Dataset extract:
┄┄┄┄┄┄
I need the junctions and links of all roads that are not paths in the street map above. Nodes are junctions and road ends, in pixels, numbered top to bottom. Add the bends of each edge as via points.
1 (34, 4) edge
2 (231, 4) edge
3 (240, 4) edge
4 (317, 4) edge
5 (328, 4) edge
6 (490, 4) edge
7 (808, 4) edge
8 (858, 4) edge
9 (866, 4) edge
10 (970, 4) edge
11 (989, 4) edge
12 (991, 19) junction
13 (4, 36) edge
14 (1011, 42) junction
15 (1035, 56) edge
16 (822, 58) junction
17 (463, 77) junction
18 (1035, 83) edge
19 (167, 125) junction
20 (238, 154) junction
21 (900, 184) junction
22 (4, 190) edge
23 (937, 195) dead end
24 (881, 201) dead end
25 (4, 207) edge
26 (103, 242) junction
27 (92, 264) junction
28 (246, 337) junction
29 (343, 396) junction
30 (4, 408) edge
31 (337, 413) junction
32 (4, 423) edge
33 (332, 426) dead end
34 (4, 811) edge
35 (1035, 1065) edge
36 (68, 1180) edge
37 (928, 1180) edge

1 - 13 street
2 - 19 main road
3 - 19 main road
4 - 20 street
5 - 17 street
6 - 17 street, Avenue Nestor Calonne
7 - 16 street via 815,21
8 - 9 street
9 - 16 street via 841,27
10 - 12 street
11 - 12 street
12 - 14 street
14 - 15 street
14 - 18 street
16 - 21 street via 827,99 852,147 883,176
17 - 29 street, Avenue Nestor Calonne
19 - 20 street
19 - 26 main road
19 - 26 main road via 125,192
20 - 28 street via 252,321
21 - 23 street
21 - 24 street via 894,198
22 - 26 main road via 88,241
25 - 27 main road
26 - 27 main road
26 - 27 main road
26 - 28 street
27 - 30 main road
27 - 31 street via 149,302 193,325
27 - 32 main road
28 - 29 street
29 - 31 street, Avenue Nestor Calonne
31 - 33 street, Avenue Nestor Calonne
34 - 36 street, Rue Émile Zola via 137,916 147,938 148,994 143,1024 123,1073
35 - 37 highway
┄┄┄┄┄┄
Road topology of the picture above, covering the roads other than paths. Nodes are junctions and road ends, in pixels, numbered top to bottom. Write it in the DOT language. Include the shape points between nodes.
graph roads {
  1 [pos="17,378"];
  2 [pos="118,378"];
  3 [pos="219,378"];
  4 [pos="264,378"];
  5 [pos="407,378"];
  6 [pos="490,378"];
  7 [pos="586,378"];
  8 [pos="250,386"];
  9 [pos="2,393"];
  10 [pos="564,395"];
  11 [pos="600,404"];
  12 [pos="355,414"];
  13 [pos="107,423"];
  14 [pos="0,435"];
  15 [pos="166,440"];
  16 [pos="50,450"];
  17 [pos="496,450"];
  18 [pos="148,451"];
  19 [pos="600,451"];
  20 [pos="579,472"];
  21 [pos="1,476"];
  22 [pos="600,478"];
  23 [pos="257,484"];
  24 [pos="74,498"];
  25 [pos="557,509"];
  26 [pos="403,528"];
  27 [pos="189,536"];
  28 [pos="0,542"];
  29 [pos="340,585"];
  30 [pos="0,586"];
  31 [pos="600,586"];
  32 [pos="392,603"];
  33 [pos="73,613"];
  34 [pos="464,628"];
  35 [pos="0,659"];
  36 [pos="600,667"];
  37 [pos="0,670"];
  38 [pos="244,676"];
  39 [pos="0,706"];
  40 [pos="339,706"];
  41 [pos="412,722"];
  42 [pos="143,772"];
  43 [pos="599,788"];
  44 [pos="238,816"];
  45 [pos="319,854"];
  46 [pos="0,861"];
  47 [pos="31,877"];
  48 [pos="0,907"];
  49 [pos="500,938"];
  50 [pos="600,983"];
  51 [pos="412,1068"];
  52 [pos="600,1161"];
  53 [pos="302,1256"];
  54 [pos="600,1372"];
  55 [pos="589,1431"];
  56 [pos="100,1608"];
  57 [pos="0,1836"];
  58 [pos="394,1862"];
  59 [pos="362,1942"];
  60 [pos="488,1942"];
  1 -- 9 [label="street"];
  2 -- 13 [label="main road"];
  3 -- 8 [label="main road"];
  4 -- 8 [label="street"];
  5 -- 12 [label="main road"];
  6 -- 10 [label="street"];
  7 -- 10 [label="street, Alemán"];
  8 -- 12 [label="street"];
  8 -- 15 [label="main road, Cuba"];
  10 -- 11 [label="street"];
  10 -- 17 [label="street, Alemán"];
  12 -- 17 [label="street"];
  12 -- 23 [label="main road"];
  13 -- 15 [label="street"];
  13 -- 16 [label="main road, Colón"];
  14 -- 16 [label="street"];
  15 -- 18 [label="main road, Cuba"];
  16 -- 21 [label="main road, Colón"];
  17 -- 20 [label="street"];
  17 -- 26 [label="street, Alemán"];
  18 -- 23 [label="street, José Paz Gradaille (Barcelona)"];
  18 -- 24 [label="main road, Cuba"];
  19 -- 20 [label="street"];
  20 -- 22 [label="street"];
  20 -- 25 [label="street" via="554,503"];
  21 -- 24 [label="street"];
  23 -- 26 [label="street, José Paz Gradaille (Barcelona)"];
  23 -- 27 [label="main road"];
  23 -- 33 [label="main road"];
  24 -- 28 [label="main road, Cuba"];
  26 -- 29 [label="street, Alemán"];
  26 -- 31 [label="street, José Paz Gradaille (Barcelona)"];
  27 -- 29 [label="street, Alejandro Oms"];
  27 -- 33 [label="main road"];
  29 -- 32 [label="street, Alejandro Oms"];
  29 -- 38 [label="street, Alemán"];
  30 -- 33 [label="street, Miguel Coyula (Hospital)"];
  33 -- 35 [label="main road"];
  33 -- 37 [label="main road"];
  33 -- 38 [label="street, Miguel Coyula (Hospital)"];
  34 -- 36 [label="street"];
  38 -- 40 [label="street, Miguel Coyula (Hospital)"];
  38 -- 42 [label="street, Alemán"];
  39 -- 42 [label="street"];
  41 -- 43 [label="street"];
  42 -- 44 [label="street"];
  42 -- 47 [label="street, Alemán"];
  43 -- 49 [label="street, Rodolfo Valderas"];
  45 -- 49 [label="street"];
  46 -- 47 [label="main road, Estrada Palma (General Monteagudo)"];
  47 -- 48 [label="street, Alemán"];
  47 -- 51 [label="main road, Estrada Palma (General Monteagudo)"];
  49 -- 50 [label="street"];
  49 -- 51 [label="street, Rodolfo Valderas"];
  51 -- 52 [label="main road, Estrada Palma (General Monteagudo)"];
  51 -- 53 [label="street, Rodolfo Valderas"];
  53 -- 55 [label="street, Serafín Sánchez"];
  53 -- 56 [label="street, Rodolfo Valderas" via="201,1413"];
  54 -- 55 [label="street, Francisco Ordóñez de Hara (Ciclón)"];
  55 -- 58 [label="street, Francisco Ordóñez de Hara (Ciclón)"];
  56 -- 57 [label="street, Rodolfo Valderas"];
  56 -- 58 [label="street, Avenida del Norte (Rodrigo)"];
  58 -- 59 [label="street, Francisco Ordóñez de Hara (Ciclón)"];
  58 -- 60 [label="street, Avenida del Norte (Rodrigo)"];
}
┄┄┄┄┄┄
To do: Return from the data every line that holds "Alejandro".

Result of the exercise:
  27 -- 29 [label="street, Alejandro Oms"];
  29 -- 32 [label="street, Alejandro Oms"];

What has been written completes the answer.